Silencing Modifier Genes Seen as Promising CF Treatment Approach in Early Study

Silencing a gene involved in the processing of the mutant CFTR protein in cystic fibrosis (CF) improved folding and increased the amount of functional protein that reached the plasma membrane — reaching clinically relevant levels when used in combination with the modulator drug VX-809 (lumacaftor). The results, from experiments in a laboratory setting, showed that targeting modifier genes may be a promising approach to reduce symptoms of CF.

The most common of the roughly 2,000 gene mutations that can cause CF is a deletion of the amino acid phenylalanine on the 508 position in the chloride channel gene, termed ΔF508-CFTR. This mutation causes the CFTR protein to misfold, and the protein is mostly degraded before reaching the cell membrane. Proteins that escape the degradation process are nevertheless unstable, and removed from the membrane and degraded.

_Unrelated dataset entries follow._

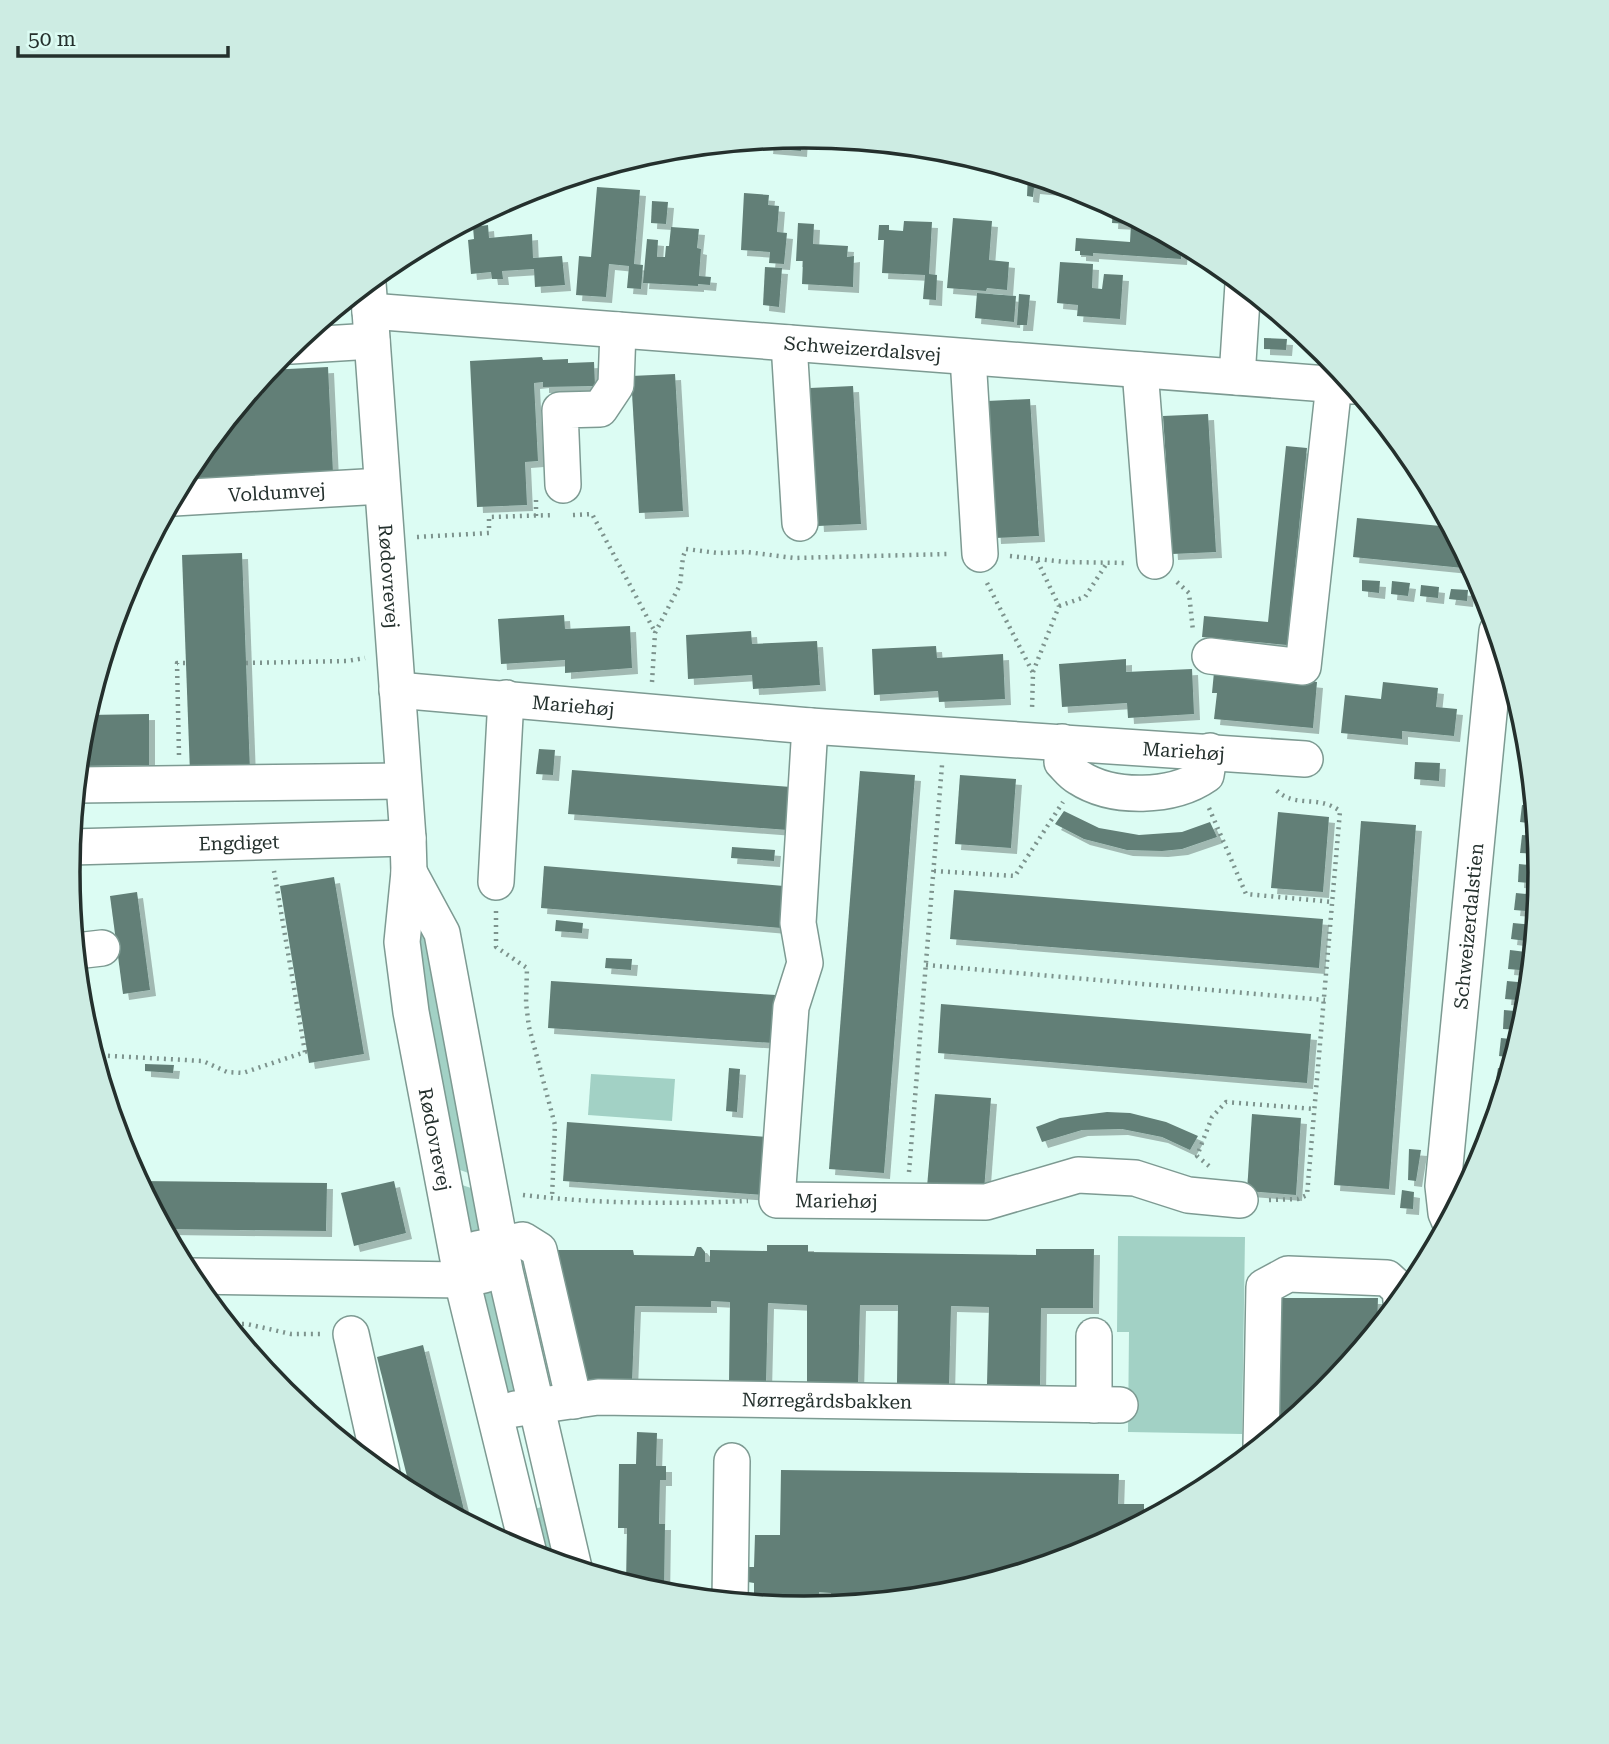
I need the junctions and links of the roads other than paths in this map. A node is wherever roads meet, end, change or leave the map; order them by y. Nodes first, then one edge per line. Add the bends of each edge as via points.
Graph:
1 (1242, 296) edge
2 (370, 312) edge
3 (618, 330) junction
4 (323, 332) edge
5 (789, 343) junction
6 (968, 357) junction
7 (1140, 370) junction
8 (1237, 377) junction
9 (1339, 385) edge
10 (1343, 389) edge
11 (563, 485) dead end
12 (382, 486) junction
13 (185, 497) edge
14 (800, 523) dead end
15 (976, 554) road end
16 (1155, 562) road end
17 (1495, 654) edge
18 (1210, 656) road end
19 (397, 690) junction
20 (506, 698) junction
21 (810, 726) junction
22 (1046, 741) junction
23 (1306, 759) dead end
24 (1216, 762) junction
25 (402, 781) junction
26 (86, 785) edge
27 (81, 847) edge
28 (408, 855) junction
29 (496, 882) road end
30 (1240, 1200) road end
31 (1447, 1206) edge
32 (502, 1258) junction
33 (460, 1267) junction
34 (204, 1276) edge
35 (1397, 1287) edge
36 (351, 1334) road end
37 (1094, 1336) dead end
38 (574, 1401) junction
39 (536, 1406) junction
40 (495, 1412) junction
41 (1261, 1433) edge
42 (378, 1456) edge
43 (732, 1461) dead end
44 (526, 1540) edge
45 (572, 1558) edge
46 (730, 1592) edge

1 - 8 street
2 - 3 street, Schweizerdalsvej
2 - 4 street, Schweizerdalsvej
2 - 12 street, Rødovrevej
3 - 5 street, Schweizerdalsvej
3 - 11 street via 616,385 600,409 559,410
5 - 6 street, Schweizerdalsvej
5 - 14 street
6 - 7 street, Schweizerdalsvej
6 - 15 street
7 - 8 street, Schweizerdalsvej
7 - 16 street
8 - 9 street, Schweizerdalsvej
10 - 18 street via 1303,667
12 - 13 street, Voldumvej
12 - 19 street, Rødovrevej
17 - 31 street, Schweizerdalstien via 1443,1186
19 - 20 street, Mariehøj
19 - 25 street, Rødovrevej
20 - 21 street, Mariehøj
20 - 29 street, Mariehøj
21 - 22 street, Mariehøj
21 - 30 street, Mariehøj via 798,923 805,962 791,1007 777,1200 986,1202 1078,1175 1135,1178 1188,1195
22 - 24 street, Mariehøj
22 - 24 street via 1079,778 1108,789 1144,794 1175,790
23 - 24 street, Mariehøj
25 - 26 street
25 - 28 street, Rødovrevej
27 - 28 street, Engdiget via 270,842
28 - 32 street, Rødovrevej via 442,933
28 - 33 street, Rødovrevej via 402,942
32 - 33 street
32 - 38 street via 523,1240 540,1250
32 - 39 street, Rødovrevej
33 - 34 street
33 - 40 street, Rødovrevej
35 - 41 street via 1387,1278 1288,1274 1264,1287
36 - 42 street
37 - 38 street, Nørregårdsbakken via 1107,1405 598,1397
38 - 39 street, Nørregårdsbakken
39 - 40 street, Nørregårdsbakken
39 - 45 street, Rødovrevej
40 - 44 street, Rødovrevej
43 - 46 street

A number of approaches have been tried to rescue the faulty folding of mutant CFTR, including the use of modifier drugs, aiding the protein to fold properly. But these attempts have resulted in only modest improvement.

Several proteins are involved in the processing of the CFTR protein once it’s transcribed from the gene, and a research group from McGill University, Canada, figured it might be possible to target those proteins to improve the function of mutant CFTR.

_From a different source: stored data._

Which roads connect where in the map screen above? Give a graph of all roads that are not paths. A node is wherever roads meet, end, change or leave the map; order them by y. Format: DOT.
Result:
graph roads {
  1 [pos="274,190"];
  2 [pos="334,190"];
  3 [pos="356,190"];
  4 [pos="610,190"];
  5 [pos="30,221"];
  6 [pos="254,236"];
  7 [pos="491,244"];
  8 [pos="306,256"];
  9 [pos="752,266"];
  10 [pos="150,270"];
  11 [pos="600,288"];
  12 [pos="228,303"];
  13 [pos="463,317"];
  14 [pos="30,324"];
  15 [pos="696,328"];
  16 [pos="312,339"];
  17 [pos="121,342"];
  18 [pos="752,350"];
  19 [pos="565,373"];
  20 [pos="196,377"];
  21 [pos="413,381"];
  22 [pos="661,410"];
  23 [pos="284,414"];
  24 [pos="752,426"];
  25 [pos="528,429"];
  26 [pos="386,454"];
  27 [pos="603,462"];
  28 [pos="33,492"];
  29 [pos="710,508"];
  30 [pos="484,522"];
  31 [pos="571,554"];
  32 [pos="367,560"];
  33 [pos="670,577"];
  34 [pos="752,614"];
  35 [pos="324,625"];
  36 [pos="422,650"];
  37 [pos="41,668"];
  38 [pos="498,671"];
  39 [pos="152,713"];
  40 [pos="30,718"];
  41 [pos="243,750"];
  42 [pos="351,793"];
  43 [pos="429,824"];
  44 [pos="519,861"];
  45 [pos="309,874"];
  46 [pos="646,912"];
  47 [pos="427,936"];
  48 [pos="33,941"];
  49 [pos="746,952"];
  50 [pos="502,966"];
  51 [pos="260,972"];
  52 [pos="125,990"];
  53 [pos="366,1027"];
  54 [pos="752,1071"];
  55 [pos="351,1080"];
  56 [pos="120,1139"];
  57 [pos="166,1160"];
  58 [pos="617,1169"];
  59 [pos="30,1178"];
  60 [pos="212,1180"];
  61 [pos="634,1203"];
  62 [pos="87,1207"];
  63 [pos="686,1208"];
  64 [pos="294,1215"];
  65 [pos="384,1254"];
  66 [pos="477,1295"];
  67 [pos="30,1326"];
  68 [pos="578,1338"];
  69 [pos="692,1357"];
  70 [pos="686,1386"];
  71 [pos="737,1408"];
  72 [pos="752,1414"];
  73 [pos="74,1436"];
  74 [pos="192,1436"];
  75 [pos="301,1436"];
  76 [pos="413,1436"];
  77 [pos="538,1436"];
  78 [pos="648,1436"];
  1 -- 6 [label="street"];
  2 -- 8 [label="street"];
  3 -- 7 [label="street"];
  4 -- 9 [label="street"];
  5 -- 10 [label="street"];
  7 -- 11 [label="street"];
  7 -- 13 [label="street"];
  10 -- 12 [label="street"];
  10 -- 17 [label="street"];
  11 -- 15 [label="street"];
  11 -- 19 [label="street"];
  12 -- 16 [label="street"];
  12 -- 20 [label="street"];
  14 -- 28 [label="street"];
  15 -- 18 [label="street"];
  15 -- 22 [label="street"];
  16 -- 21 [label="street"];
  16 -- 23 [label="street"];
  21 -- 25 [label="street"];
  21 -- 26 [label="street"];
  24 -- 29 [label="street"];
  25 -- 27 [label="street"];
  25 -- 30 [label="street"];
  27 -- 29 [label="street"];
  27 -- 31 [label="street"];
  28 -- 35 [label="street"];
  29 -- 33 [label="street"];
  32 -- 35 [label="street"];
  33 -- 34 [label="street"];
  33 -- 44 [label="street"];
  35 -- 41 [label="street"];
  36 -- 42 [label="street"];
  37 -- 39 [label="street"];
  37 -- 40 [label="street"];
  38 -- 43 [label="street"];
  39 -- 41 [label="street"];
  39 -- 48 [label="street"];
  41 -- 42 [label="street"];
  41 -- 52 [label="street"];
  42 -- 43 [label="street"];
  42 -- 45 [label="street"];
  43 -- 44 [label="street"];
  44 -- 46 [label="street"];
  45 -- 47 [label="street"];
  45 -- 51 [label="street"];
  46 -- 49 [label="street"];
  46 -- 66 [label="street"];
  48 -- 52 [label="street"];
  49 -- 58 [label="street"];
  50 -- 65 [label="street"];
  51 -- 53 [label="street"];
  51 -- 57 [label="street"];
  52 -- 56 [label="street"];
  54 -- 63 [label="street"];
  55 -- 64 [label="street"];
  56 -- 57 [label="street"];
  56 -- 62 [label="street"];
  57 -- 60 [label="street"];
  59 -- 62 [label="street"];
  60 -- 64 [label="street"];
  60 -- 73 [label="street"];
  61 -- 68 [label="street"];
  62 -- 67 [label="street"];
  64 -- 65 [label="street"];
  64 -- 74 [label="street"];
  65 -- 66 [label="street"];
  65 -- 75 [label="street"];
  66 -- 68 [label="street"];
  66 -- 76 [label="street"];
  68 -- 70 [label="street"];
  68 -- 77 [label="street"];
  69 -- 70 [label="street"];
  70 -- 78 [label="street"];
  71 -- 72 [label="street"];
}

In an earlier study, the team screened the yeast genome to identify such modifier genes. Using the yeast equivalent of the ΔF508-CFTR mutation as a model, researchers identified a number of genes interacting with the mutant. These genes are evolutionarily conserved, meaning they most likely function in the same way in humans.

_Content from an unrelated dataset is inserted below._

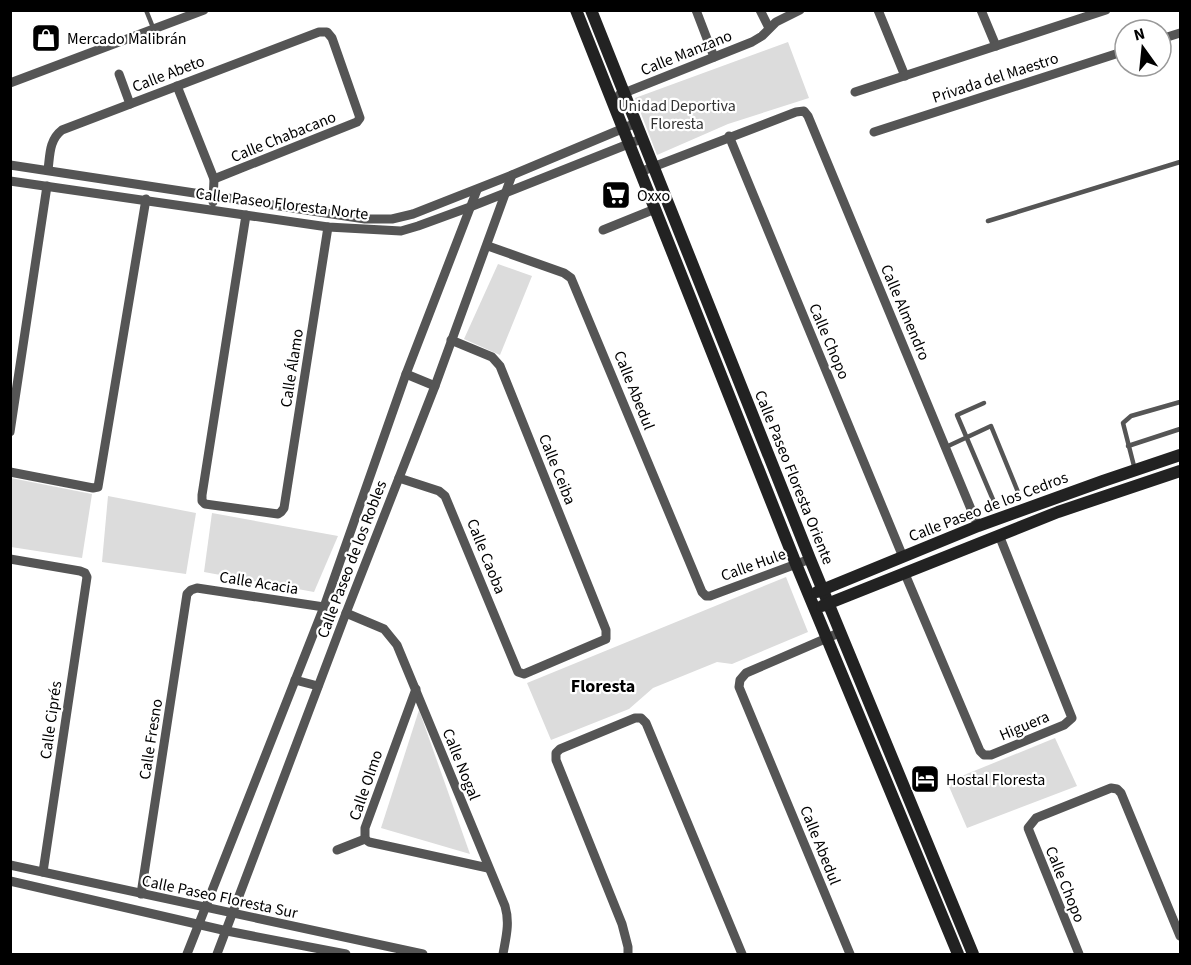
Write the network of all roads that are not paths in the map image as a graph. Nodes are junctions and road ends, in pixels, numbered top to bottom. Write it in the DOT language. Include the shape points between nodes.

In the new study, “Ribosomal Stalk Protein Silencing Partially Corrects the ΔF508-CFTR Functional Expression Defect,“ published in the journal PLOS Biology, researchers showed that when these modifier genes were silenced, more CFTR protein reached the cell membrane in cultured human bronchial epithelial cells. But only one of the genes, called RPL12, could demonstrate a proportional increase in function of the chloride channel, and further experiments confirmed that silencing RPL12 improved folding efficiency and rendered the mutant CFTR more stable, resulting in a threefold increase in protein density in the cell membrane.

Silencing RPL12 had no effect on the capacity of other mutated proteins to reach the cell membrane, nor did it affect the protein processing of non-mutated CFTR, highlighting the selectivity of the approach.

RPL12 is known to slow the process of translation from gene to protein, and study findings indicated that slowing the translation process by other means also improved the folding and stability of the mutant CFTR, and resulted in more functional protein reaching the cell membrane.

Combining gene silencing with VX-809 resulted in an increase of functional CFTR to about 50 percent of non-mutated levels, indicating that the drug and the gene silencing approach use different mechanisms to improve the characteristics of the mutant protein. Such an increase is also clinically relevant.